-- WORK REQUEST --
Copy each line of the records below that mentions the word "Manville".

-- GIVEN INFORMATION --
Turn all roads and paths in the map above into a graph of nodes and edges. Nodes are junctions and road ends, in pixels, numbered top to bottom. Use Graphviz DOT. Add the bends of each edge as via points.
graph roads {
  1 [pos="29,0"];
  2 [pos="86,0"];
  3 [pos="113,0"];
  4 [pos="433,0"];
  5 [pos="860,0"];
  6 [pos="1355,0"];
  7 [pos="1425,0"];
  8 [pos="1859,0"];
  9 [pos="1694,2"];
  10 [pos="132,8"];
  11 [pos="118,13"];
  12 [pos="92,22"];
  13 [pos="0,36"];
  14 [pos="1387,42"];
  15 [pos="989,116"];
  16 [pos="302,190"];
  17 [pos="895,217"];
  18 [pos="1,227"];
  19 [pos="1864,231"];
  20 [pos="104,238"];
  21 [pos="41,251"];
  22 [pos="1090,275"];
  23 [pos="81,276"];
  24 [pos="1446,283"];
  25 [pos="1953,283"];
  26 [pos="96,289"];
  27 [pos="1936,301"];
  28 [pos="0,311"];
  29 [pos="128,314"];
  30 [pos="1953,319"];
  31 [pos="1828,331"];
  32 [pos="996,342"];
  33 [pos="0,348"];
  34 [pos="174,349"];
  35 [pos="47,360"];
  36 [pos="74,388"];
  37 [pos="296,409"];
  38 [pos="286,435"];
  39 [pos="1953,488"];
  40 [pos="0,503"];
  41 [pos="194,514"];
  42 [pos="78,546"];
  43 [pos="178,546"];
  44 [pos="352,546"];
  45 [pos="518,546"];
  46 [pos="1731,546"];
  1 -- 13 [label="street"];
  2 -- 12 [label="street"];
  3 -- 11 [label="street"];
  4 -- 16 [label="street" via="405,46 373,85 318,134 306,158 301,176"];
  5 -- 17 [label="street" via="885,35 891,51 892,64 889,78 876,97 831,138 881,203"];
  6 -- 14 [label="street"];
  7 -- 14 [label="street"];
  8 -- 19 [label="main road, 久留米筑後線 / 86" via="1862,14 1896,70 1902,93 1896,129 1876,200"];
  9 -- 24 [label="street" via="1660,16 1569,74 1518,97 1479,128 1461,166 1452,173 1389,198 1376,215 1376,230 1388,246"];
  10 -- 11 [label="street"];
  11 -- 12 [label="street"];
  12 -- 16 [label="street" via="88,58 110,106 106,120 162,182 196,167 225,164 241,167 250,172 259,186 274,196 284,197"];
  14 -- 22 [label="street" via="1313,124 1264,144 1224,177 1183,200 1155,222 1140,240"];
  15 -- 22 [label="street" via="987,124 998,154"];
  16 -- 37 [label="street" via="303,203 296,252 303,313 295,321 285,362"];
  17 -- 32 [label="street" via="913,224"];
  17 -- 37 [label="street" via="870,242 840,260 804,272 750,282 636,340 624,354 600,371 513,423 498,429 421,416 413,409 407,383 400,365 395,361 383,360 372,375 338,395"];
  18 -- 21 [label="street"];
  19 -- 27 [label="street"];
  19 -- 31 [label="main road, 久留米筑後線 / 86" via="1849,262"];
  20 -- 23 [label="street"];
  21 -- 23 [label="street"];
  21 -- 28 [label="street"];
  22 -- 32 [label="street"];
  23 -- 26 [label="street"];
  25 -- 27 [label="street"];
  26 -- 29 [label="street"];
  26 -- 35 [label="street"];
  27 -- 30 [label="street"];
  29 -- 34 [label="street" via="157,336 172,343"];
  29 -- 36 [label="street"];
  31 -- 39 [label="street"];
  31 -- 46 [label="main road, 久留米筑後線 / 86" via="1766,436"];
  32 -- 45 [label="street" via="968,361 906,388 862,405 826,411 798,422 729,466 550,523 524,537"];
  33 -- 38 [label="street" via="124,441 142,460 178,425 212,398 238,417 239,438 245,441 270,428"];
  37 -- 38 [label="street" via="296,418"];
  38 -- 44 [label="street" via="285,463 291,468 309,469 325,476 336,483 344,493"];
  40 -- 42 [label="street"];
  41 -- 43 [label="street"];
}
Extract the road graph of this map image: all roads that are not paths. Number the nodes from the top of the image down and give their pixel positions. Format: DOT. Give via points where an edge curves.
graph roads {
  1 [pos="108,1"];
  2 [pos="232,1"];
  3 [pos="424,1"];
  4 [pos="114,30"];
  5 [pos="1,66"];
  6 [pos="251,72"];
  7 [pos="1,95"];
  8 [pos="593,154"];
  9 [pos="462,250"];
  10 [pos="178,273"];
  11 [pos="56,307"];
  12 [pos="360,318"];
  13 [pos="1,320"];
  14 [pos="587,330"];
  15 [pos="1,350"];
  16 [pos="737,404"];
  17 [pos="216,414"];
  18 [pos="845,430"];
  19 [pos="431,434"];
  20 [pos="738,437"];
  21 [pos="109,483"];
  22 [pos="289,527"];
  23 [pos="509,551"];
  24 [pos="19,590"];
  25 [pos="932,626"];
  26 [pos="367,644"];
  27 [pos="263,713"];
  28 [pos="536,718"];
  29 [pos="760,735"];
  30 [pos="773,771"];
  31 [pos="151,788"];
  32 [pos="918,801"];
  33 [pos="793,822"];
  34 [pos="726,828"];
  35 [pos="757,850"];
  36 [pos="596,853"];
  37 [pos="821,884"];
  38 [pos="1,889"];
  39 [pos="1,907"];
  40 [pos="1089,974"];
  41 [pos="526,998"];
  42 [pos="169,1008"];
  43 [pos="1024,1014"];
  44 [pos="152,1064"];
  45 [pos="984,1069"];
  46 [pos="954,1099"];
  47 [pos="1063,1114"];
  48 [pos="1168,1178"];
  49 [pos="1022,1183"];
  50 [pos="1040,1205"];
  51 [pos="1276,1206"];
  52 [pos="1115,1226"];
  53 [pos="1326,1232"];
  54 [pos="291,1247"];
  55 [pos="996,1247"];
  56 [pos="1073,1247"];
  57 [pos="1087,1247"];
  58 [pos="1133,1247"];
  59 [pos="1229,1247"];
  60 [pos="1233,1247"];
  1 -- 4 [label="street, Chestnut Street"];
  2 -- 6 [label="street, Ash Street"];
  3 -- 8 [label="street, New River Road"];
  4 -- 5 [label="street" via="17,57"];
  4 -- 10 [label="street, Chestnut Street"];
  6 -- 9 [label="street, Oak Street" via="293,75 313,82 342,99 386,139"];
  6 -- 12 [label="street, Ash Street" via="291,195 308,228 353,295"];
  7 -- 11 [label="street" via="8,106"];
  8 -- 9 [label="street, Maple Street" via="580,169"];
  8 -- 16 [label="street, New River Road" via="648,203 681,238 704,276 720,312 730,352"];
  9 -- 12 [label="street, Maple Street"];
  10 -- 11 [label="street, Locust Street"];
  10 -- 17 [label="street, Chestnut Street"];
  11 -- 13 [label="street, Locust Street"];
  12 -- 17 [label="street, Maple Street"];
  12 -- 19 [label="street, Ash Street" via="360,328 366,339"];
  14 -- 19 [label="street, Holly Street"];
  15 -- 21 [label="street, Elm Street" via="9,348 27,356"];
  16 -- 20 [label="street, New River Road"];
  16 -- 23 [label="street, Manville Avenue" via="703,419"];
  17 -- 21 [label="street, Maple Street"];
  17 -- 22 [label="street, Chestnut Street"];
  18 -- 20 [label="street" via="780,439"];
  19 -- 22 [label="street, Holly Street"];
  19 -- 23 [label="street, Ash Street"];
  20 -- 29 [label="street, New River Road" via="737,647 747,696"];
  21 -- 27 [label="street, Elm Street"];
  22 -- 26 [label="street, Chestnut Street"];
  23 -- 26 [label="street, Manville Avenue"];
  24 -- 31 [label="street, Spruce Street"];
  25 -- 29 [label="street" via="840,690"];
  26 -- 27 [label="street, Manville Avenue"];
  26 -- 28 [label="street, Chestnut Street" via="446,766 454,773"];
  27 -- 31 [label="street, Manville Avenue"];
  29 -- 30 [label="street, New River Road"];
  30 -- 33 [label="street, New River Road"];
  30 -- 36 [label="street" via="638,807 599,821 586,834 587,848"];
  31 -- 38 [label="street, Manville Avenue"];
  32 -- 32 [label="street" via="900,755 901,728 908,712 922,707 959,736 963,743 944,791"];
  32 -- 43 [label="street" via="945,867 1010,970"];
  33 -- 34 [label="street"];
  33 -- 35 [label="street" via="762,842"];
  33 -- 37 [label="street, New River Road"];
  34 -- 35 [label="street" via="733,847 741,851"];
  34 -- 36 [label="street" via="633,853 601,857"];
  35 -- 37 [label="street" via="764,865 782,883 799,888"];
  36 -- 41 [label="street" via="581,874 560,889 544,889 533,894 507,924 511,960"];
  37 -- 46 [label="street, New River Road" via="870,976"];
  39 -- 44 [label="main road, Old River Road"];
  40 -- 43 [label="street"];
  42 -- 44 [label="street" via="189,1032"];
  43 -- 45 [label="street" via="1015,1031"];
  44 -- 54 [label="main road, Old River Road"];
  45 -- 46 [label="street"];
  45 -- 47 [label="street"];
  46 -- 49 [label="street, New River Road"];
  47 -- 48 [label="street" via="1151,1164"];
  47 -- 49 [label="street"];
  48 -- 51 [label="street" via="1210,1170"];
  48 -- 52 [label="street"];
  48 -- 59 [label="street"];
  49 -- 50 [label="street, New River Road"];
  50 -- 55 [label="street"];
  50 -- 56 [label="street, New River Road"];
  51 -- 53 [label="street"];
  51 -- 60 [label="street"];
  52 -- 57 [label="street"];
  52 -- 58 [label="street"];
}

-- ANSWER BELOW --
  16 -- 23 [label="street, Manville Avenue" via="703,419"];
  23 -- 26 [label="street, Manville Avenue"];
  26 -- 27 [label="street, Manville Avenue"];
  27 -- 31 [label="street, Manville Avenue"];
  31 -- 38 [label="street, Manville Avenue"];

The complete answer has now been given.